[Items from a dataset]
- - - - - - -
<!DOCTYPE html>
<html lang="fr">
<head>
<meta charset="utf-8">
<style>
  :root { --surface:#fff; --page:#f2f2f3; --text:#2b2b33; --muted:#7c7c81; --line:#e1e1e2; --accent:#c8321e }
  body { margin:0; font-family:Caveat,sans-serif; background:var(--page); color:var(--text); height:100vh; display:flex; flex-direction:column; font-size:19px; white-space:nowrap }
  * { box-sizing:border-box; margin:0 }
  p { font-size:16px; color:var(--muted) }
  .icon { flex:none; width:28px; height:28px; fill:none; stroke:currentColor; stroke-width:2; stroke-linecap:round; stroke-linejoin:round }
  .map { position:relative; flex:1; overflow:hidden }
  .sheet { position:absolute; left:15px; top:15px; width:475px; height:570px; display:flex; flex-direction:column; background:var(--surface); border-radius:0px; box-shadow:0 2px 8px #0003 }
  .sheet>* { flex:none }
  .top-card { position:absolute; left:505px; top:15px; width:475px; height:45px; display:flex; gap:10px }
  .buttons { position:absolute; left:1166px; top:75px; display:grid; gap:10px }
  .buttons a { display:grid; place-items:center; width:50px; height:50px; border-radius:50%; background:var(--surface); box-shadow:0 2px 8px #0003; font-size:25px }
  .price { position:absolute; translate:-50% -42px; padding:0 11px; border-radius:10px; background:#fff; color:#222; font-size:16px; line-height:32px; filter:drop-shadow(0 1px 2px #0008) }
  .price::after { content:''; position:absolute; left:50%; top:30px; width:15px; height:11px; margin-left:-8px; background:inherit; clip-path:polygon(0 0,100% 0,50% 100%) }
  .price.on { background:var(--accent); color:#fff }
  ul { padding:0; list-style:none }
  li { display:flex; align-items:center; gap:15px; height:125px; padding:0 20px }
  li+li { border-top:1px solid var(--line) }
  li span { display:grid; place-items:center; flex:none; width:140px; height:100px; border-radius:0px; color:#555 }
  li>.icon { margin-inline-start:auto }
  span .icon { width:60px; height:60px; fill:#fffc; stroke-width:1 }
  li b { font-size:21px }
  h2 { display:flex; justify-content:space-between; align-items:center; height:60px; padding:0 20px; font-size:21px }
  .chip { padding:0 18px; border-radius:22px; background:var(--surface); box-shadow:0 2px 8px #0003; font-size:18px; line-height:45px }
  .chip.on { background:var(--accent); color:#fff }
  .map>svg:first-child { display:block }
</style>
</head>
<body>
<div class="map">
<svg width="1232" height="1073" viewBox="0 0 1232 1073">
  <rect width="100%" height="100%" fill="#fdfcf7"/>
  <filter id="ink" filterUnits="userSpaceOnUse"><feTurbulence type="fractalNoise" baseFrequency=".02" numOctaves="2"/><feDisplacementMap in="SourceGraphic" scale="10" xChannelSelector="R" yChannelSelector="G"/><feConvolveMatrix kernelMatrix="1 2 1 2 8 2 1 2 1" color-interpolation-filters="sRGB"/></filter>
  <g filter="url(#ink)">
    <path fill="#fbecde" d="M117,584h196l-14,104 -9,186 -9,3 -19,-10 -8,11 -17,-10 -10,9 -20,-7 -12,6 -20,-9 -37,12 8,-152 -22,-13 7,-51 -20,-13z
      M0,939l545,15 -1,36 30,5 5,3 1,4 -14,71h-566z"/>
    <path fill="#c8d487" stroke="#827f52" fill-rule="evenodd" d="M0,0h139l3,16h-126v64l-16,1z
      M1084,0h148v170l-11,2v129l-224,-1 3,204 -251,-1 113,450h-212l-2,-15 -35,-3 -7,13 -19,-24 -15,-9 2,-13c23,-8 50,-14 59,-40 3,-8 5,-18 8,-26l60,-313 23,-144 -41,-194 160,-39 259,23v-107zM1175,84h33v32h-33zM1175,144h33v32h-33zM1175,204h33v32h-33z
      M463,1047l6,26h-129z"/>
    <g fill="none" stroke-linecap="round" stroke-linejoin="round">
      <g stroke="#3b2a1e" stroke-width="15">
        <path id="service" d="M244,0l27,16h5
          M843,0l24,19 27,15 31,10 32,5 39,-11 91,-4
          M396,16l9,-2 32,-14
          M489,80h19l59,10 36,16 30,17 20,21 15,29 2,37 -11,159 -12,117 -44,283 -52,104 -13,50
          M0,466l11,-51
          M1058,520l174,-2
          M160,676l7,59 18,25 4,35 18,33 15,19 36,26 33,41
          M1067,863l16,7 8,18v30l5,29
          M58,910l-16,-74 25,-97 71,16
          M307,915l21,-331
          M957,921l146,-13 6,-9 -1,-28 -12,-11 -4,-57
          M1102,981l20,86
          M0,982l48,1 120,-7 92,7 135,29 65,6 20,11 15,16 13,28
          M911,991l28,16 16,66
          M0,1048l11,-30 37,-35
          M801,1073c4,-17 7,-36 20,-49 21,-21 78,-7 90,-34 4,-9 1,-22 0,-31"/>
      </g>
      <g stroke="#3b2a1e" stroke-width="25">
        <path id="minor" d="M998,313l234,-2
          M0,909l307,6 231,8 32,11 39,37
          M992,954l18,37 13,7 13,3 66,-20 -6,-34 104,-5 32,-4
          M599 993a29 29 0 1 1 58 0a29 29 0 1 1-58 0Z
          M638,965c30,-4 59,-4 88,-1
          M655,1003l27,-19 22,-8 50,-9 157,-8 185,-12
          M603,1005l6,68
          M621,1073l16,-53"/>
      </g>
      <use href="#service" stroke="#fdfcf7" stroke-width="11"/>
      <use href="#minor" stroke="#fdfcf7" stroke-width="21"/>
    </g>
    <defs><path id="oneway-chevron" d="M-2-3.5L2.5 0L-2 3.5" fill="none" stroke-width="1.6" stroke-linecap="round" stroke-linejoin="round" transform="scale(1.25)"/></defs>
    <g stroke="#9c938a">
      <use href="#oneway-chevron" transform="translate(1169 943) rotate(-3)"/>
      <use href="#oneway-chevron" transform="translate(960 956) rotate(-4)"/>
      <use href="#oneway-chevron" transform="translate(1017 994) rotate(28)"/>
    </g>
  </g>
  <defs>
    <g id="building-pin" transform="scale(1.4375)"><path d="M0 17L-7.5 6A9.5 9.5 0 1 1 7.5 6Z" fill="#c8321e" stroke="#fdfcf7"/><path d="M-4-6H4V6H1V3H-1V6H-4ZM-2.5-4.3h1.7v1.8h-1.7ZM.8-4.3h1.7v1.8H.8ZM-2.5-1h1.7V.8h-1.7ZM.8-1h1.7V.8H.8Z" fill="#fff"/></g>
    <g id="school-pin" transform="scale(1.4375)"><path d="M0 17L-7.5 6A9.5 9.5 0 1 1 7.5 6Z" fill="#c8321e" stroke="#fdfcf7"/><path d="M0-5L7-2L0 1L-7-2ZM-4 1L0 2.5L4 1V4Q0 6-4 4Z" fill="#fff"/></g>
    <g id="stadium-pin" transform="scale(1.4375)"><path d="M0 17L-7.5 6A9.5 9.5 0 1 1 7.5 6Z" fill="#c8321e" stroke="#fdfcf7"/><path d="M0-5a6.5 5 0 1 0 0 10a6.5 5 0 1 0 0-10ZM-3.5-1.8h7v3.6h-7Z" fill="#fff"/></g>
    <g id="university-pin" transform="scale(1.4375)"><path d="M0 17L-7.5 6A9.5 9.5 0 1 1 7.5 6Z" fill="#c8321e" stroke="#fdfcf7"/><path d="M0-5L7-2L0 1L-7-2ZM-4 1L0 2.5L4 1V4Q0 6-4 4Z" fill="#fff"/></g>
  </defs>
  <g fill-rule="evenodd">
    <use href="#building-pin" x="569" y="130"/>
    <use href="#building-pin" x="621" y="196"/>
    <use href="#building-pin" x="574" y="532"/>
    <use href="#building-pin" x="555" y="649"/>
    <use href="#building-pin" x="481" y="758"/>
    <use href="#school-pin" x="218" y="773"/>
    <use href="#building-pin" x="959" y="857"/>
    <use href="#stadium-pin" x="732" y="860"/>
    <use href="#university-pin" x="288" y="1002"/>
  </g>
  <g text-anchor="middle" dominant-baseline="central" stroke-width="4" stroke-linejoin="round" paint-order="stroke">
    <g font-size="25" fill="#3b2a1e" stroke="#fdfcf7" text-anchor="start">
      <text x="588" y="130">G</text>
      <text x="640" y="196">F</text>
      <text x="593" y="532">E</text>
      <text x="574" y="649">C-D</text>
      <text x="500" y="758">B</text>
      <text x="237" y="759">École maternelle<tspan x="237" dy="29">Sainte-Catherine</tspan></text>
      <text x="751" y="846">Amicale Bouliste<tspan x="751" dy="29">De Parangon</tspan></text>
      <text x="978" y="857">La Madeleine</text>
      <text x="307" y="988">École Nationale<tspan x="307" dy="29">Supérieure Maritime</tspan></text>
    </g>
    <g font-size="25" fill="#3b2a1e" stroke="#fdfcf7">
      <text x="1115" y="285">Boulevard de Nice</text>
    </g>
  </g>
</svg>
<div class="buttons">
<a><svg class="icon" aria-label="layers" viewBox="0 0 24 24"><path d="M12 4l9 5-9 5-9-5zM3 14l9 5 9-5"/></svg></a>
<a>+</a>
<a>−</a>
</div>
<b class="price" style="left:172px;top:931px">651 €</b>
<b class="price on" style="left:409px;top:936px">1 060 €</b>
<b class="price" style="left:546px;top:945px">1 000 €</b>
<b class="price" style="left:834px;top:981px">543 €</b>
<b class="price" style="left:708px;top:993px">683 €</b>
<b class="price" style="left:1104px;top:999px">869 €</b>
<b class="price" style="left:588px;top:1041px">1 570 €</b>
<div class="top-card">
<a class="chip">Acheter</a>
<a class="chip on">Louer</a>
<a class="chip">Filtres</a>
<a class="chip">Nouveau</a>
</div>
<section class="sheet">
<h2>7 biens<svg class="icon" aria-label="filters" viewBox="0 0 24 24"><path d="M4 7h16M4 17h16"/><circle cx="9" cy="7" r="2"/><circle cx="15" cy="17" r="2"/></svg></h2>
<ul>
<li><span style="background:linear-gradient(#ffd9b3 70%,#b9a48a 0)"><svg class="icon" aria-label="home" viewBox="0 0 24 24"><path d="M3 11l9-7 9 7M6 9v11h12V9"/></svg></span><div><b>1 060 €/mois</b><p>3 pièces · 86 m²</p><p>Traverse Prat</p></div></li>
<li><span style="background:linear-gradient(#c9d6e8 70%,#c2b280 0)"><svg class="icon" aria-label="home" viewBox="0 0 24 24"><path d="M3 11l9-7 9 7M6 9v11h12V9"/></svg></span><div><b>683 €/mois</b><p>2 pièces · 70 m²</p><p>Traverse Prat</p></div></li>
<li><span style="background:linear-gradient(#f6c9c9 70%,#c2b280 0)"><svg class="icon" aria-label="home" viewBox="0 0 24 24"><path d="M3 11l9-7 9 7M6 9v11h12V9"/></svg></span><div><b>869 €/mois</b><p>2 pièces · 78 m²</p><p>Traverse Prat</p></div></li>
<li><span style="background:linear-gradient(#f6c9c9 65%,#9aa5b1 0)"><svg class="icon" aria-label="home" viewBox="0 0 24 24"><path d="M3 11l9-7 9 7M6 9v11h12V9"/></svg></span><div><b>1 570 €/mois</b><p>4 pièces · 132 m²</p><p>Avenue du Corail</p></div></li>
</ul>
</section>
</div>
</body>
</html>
- - - - - - -
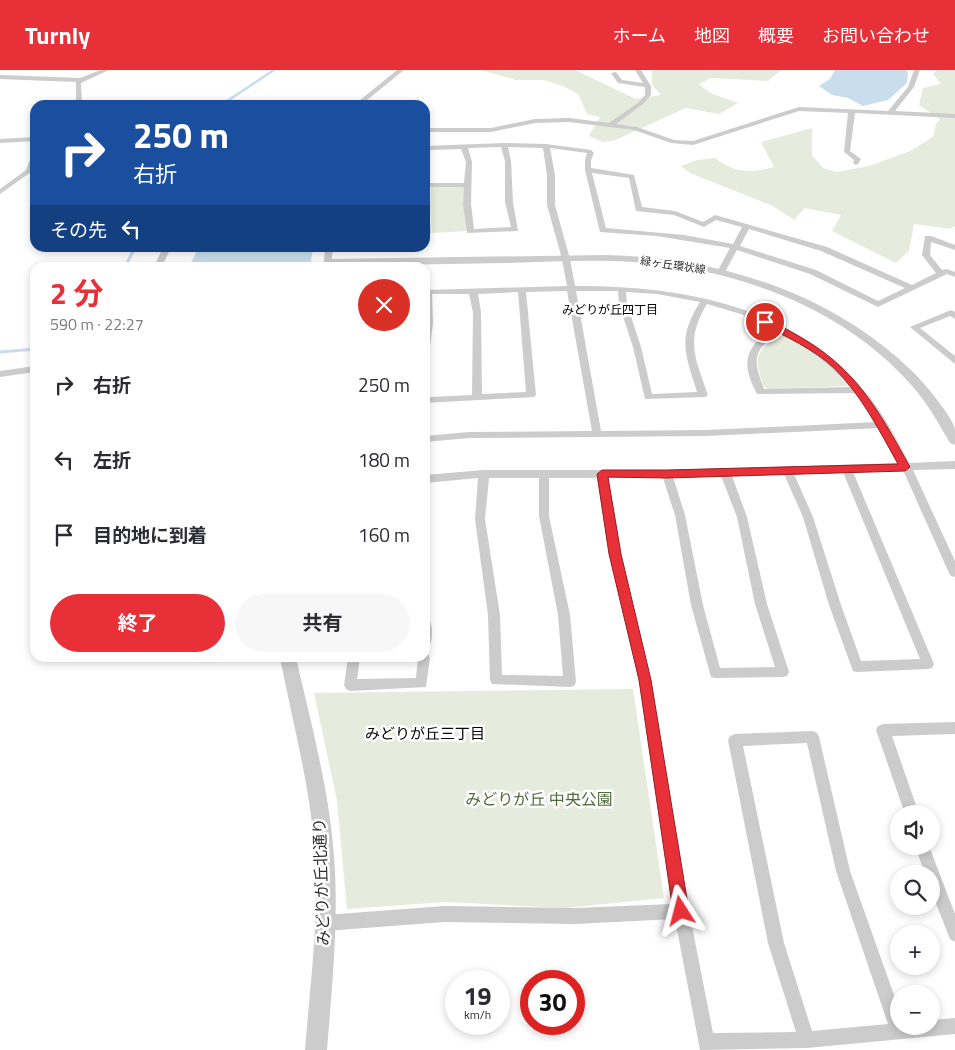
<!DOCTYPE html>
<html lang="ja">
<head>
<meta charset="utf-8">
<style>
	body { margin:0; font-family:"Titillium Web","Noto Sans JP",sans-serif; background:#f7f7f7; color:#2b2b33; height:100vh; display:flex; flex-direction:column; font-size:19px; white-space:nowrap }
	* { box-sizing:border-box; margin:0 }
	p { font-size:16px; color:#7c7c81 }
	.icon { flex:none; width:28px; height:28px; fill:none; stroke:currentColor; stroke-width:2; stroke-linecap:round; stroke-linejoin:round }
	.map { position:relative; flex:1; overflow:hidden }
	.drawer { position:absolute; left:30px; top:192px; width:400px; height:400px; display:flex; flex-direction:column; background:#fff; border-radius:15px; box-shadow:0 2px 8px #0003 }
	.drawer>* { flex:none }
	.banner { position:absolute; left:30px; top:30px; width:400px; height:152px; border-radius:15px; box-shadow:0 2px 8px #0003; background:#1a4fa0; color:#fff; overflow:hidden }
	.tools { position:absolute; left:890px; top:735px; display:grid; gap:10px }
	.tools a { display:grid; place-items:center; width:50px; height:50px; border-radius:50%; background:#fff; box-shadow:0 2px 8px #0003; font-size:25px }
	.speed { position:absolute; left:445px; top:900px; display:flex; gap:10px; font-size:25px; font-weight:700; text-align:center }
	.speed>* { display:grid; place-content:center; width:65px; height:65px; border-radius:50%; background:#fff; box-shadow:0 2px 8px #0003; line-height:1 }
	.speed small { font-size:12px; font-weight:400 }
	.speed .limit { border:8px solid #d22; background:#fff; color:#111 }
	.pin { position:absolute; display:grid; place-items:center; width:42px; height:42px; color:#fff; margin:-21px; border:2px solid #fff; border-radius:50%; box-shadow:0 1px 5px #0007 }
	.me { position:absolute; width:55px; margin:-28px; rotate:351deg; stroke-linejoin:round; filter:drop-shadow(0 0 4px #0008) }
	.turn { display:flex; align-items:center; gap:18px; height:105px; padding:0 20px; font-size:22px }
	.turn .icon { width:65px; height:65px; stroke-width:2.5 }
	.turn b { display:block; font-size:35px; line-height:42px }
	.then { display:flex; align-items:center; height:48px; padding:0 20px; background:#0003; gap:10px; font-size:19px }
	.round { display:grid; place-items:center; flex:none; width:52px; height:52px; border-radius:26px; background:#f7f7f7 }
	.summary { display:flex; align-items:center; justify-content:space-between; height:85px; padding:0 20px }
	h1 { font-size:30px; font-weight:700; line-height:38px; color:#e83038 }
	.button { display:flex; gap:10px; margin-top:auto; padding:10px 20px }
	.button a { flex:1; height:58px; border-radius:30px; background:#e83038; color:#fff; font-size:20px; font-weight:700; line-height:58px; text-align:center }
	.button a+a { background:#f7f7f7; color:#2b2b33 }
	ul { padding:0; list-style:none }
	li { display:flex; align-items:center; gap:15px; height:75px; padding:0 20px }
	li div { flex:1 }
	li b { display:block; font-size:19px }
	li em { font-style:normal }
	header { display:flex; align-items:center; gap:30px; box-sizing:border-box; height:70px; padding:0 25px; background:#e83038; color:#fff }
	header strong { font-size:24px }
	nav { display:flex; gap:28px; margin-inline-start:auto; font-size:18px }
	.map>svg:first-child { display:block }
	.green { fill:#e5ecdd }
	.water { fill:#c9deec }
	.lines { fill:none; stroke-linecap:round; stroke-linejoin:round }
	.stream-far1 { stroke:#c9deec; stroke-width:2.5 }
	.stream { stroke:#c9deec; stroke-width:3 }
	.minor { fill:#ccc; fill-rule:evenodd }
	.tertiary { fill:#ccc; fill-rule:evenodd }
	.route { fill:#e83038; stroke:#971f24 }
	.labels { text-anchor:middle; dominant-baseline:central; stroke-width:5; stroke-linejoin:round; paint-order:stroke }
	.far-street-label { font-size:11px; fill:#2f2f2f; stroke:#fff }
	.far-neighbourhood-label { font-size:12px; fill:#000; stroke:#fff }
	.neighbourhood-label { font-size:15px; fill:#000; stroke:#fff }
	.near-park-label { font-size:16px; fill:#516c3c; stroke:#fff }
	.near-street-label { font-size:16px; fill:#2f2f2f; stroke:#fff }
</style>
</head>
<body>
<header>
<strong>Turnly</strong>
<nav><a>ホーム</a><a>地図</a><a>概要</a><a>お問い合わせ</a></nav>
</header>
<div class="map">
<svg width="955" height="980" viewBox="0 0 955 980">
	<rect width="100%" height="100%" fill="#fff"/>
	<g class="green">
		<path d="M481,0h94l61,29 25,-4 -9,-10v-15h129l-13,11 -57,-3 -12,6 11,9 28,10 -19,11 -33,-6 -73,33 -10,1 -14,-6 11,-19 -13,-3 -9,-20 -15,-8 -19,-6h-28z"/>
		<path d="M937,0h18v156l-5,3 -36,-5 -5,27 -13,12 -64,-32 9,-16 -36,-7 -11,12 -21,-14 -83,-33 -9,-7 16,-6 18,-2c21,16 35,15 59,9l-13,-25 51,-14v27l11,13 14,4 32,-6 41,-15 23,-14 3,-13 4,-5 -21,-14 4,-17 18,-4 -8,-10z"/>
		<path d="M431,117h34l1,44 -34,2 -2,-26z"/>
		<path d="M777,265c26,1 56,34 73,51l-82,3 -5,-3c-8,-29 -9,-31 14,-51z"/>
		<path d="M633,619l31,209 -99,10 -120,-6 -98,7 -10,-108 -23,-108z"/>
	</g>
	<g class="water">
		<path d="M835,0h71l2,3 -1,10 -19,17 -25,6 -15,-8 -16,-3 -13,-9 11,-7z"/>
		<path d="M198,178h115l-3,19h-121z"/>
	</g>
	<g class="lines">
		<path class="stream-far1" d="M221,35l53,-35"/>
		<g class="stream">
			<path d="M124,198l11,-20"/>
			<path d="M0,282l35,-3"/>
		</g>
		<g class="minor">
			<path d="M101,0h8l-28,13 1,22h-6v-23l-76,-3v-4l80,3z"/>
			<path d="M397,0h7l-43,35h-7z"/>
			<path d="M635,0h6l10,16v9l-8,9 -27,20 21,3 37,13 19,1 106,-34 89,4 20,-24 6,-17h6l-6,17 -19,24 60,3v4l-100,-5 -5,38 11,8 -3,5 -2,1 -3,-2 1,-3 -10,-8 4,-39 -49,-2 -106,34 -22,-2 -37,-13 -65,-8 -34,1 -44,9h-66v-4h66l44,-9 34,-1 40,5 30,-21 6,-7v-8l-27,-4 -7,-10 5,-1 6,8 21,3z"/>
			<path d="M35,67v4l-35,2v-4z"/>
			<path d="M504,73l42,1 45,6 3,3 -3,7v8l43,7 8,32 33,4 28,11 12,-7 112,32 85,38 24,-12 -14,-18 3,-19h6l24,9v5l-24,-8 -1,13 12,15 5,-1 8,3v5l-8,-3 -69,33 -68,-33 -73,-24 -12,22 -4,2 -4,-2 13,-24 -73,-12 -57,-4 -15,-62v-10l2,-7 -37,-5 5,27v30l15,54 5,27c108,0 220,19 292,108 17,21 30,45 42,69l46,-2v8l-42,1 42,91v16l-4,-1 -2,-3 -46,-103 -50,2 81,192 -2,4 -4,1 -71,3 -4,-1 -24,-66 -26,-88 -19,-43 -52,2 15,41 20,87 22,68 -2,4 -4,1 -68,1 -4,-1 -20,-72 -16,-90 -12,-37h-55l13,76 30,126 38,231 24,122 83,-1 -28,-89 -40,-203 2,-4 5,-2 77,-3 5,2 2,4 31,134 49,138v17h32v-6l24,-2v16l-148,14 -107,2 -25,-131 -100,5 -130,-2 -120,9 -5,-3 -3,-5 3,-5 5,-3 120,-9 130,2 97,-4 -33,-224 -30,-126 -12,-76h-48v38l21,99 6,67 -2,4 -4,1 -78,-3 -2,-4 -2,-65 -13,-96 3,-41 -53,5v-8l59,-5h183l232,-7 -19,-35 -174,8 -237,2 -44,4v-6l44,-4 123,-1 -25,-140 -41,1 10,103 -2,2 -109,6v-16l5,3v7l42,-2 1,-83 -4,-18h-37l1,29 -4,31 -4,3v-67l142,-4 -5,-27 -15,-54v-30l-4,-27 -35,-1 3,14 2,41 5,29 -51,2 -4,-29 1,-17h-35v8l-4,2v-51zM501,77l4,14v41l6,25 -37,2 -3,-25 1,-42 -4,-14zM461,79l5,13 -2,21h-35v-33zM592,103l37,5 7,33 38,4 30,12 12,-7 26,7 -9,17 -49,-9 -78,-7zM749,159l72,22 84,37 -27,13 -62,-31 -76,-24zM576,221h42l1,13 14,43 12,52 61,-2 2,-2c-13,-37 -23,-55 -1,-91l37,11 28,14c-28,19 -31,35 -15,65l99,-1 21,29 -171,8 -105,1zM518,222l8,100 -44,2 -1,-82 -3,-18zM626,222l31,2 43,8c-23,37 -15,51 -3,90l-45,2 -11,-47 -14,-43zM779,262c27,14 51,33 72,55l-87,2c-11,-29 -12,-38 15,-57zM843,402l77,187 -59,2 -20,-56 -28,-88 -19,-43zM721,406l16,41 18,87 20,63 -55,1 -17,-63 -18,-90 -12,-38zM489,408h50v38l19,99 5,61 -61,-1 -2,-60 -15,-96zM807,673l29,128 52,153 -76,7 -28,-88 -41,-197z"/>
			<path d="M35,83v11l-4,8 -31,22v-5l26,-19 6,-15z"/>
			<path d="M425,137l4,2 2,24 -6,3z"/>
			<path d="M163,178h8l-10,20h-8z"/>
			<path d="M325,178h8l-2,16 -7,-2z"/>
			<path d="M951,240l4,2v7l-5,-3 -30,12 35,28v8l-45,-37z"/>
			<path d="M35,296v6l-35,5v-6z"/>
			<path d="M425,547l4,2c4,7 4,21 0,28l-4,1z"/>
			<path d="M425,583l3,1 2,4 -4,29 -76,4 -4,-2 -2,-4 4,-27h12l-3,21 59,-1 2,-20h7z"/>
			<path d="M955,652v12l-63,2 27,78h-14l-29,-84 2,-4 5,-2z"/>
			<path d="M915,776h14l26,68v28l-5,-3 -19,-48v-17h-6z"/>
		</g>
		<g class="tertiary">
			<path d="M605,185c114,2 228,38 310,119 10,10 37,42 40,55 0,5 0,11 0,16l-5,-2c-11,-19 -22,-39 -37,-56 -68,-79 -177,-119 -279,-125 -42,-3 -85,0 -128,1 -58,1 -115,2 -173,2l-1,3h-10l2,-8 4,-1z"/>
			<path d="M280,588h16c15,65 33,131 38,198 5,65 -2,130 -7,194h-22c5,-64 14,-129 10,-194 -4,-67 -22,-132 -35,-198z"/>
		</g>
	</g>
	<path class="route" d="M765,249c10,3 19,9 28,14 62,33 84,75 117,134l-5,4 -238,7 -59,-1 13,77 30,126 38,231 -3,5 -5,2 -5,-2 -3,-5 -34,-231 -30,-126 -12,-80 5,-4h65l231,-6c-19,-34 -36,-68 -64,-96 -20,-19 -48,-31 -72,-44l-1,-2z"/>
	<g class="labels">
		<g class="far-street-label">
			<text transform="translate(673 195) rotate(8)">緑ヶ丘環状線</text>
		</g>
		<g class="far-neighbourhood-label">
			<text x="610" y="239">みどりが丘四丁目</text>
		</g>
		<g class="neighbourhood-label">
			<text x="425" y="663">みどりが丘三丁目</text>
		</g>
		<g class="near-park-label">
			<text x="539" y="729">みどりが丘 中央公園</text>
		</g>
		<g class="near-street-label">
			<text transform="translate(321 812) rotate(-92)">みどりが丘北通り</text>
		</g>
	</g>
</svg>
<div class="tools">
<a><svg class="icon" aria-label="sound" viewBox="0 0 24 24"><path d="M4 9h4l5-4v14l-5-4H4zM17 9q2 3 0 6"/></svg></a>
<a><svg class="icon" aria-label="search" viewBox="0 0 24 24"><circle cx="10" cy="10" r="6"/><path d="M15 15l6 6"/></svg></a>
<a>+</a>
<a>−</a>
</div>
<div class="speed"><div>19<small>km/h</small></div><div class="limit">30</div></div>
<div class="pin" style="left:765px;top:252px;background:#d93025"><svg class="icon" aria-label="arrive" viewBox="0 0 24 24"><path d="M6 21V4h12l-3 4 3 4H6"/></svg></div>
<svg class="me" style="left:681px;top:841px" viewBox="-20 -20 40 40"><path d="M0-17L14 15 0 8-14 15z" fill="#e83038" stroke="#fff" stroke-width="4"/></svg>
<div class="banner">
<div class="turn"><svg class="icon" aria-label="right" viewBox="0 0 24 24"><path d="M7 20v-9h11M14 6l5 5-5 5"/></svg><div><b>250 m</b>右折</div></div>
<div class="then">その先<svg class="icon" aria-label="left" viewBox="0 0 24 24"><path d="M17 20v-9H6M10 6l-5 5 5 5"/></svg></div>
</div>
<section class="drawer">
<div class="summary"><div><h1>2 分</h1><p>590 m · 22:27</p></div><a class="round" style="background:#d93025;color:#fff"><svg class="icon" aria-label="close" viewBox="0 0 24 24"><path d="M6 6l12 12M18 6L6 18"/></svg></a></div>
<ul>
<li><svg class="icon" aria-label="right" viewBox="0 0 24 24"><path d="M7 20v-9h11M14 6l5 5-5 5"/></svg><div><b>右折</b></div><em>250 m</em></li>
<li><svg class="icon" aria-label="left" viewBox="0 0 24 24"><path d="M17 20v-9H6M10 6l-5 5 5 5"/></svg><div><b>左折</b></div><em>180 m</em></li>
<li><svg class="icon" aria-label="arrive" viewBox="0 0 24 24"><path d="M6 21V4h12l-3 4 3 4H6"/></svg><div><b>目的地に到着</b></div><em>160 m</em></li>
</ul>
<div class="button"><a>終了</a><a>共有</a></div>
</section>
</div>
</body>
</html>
- - - - - - -
[Aim of the task]
Search the entries above for "drop". Return every line that has it.

[Answer for this exercise]
  .price { position:absolute; translate:-50% -42px; padding:0 11px; border-radius:10px; background:#fff; color:#222; font-size:16px; line-height:32px; filter:drop-shadow(0 1px 2px #0008) }
	.me { position:absolute; width:55px; margin:-28px; rotate:351deg; stroke-linejoin:round; filter:drop-shadow(0 0 4px #0008) }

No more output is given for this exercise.